Das Leben eines angehenden Ritters in der frühen Neuzeit war echt hart. Ein voller Stundenplan vom Morgengrauen bis spät in den Abend hinein, darin Latein, Rhetorik, Benimmkunde, Speerwurf und viele andere Fächer, die den Knappen auf das entbehrungsreiche und vor allem von höfischen Regeln durchsetzte Leben als Ritter vorbereiten sollte. Den adligen Damen wurde ebenfalls eine umfangreiche Ausbildung zuteil: lesen, schreiben und rechnen gehörte auch zu ihrer Erziehung, daneben lernten die Mädchen, wie sie einen Haushalt zu führen hatten.

Die Schülerinnen und Schüler aus Preußisch Oldendorf staunen nicht schlecht: denn entgegen der gängigen Meinung besaß man als Bewohner einer Burg – zumindest aus heutiger Sicht – wenig Annehmlichkeiten. Neben der Tatsache, dass Baden und Zähneputzen weitgehend verpönt waren, Läuse auf dem Kopf als normal galten und man seine Kleidung fast nie wusch, galt es, eine Fülle von strengen Regeln zu befolgen, etwa wenn ein großes festliches Gelage anstand.

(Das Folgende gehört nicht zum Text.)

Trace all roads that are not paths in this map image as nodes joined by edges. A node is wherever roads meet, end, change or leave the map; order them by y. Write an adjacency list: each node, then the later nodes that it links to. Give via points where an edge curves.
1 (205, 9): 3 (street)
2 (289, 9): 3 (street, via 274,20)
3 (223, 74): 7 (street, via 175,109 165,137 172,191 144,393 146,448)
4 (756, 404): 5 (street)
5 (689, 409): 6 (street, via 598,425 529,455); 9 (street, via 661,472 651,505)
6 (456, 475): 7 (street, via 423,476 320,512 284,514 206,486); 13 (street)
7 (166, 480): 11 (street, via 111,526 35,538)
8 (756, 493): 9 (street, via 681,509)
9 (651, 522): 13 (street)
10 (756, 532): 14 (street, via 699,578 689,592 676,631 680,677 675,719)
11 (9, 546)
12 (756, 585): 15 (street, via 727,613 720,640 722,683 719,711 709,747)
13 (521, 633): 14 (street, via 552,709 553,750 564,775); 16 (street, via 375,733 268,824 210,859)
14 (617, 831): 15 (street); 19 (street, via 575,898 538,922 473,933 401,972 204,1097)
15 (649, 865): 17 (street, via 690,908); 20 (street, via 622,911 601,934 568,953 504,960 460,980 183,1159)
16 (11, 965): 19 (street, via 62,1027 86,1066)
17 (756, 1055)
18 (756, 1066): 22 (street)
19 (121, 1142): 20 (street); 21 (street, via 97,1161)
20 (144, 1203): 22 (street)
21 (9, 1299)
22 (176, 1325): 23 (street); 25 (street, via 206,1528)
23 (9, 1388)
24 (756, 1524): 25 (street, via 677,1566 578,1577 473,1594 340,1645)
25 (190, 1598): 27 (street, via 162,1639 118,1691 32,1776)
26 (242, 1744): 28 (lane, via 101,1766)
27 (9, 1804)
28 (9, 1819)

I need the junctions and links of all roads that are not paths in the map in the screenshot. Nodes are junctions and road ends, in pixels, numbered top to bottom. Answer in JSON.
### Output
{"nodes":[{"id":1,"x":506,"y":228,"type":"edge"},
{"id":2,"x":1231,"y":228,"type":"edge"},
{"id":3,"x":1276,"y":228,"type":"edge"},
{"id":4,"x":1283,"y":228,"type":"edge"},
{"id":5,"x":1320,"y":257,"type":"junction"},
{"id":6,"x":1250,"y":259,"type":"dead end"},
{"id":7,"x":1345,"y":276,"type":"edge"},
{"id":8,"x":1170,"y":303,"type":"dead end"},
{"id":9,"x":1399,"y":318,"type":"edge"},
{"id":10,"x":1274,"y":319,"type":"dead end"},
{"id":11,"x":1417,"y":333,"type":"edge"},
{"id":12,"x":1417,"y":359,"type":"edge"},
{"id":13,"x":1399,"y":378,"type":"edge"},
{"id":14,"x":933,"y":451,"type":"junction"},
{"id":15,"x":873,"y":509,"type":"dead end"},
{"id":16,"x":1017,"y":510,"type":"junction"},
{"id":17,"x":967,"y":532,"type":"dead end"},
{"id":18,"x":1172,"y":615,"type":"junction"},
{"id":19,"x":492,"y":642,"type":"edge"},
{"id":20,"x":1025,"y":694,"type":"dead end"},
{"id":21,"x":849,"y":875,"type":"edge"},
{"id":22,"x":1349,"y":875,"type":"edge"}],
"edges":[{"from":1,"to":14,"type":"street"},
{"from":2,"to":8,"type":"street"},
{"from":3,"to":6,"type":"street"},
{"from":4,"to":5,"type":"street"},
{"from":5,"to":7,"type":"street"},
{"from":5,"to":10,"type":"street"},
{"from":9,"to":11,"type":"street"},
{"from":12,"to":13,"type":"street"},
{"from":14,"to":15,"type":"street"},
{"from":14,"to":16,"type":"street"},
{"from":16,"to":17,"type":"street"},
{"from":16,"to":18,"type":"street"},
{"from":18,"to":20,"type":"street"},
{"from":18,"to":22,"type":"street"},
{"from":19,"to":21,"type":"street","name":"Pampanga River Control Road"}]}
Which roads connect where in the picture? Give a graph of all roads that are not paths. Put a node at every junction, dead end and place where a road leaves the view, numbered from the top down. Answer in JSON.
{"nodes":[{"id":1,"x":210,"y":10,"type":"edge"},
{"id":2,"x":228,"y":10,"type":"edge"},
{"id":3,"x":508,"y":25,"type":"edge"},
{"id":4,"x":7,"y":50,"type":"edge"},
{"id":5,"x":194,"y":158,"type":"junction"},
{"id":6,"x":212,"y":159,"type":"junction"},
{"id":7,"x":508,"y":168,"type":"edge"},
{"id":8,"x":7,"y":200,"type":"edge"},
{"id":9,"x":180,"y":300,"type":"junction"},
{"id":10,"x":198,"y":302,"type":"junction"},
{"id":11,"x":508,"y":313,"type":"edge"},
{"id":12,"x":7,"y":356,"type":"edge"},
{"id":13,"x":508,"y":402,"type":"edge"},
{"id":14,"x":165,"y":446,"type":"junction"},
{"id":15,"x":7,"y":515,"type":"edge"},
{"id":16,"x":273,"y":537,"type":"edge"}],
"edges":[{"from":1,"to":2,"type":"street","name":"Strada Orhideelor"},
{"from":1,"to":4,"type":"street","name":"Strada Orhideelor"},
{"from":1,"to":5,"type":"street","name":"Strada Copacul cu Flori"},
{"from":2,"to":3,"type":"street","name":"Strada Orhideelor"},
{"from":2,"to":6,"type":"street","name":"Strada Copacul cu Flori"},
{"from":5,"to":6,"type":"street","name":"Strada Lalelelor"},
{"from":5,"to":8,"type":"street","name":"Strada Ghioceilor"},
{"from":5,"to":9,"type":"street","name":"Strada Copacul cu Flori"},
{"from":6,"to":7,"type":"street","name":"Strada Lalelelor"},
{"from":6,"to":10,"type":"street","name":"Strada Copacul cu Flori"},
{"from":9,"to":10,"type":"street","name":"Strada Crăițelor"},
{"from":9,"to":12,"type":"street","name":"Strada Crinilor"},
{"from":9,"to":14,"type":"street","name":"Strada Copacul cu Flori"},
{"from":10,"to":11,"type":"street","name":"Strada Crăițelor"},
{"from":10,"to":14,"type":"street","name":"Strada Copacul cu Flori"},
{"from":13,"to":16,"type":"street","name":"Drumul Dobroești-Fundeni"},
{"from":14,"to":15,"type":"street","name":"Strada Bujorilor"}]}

Gegessen wurde, was auf den Tisch kam und das nicht selten in pürierter Form. Warum? Die Schüler wissen die Antwort: die Zähne waren so kariös, pürierte Speisen waren einfacher zu kauen. Gabeln galten als “Teufelszinken” und riefen noch um 16oo Misstrauen hervor, Messer dagegen wurden universal eingesetzt. Statt Wasser wurde ein saurer Wein genossen, die Kinder bekamen Bier verabreicht. Aus dieser Zeit etwa stammen auch bekannte Redewendungen wie “den Löffel abgeben” , “ein Buch aufschlagen” oder “das Heft in der Hand halten”, erfahren die neugierigen Jugendlichen.

Als adlige Damen und Ritter am Hof haben die Schüler am Ende einige Prüfungen zu meistern: etwa das “Ringelstechen”, einst ein beliebter Wettbewerb am Hof oder auch einen Tanz mit der “Liebsten”. Zu guter Letzt erfolgt der verdiente Ritterschlag!